* **Aim of the task**
Report the count of lines containing the word "Darwina" in these records, with no other text.

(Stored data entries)

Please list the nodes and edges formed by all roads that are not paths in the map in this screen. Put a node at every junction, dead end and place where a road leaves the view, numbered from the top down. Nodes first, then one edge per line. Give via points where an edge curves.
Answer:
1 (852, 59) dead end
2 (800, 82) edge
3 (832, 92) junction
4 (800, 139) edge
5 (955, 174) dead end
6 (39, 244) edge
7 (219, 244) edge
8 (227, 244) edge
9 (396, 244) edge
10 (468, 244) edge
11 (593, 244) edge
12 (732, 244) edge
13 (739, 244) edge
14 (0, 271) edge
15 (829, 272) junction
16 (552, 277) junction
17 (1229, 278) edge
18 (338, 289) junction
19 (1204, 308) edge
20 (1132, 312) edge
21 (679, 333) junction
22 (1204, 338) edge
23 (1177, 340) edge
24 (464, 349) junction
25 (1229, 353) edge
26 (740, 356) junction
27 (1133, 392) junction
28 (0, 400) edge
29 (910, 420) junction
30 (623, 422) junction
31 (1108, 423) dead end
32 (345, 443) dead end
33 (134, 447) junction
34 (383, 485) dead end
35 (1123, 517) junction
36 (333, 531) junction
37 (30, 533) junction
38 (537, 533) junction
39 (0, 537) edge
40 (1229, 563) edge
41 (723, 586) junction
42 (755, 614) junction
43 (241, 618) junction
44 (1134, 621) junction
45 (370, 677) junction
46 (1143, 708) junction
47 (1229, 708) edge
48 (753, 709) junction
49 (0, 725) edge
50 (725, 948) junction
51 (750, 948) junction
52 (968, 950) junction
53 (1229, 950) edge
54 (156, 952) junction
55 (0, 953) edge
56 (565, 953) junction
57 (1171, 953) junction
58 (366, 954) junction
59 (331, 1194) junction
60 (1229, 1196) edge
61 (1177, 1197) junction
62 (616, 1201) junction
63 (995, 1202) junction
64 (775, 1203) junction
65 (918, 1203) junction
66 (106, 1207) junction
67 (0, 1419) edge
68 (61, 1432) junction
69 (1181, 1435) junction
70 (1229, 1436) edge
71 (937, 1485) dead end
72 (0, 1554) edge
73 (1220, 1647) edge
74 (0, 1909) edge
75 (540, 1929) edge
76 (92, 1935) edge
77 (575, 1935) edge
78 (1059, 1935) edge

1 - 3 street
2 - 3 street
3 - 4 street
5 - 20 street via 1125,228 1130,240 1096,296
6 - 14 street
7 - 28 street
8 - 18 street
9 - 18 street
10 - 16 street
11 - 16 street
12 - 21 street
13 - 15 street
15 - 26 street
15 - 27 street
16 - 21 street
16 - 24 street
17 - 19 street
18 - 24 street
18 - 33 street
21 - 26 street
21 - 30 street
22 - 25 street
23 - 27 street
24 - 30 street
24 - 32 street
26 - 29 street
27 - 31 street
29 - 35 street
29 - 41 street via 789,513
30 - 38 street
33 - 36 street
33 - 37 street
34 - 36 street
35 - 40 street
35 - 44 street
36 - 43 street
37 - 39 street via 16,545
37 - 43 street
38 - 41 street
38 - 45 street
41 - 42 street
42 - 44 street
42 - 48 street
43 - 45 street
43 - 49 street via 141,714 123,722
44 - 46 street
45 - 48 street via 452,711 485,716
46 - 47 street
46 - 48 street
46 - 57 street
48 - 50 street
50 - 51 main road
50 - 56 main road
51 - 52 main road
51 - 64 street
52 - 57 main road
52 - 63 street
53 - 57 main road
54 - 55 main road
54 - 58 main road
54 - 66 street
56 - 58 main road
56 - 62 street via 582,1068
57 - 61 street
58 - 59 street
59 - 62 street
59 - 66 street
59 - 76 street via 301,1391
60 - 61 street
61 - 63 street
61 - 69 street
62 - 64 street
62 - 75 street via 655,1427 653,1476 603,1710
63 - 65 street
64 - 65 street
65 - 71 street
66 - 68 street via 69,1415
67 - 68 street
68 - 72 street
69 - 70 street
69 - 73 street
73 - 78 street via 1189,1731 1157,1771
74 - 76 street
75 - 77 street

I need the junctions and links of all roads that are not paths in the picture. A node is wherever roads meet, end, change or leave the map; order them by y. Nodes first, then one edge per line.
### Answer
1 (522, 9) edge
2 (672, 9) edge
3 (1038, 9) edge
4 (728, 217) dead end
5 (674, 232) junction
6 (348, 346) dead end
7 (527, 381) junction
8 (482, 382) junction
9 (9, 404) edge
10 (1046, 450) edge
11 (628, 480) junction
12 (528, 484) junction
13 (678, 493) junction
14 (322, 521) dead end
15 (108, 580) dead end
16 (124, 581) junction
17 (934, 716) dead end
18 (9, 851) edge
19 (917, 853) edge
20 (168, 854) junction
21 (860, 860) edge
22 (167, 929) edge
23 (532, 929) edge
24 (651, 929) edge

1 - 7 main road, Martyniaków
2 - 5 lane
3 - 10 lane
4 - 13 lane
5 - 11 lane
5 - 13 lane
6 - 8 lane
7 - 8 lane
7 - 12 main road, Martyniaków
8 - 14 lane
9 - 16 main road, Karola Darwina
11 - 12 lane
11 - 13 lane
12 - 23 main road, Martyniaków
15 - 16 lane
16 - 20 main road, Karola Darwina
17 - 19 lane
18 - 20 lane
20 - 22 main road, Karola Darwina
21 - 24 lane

* **Answer to this problem**
3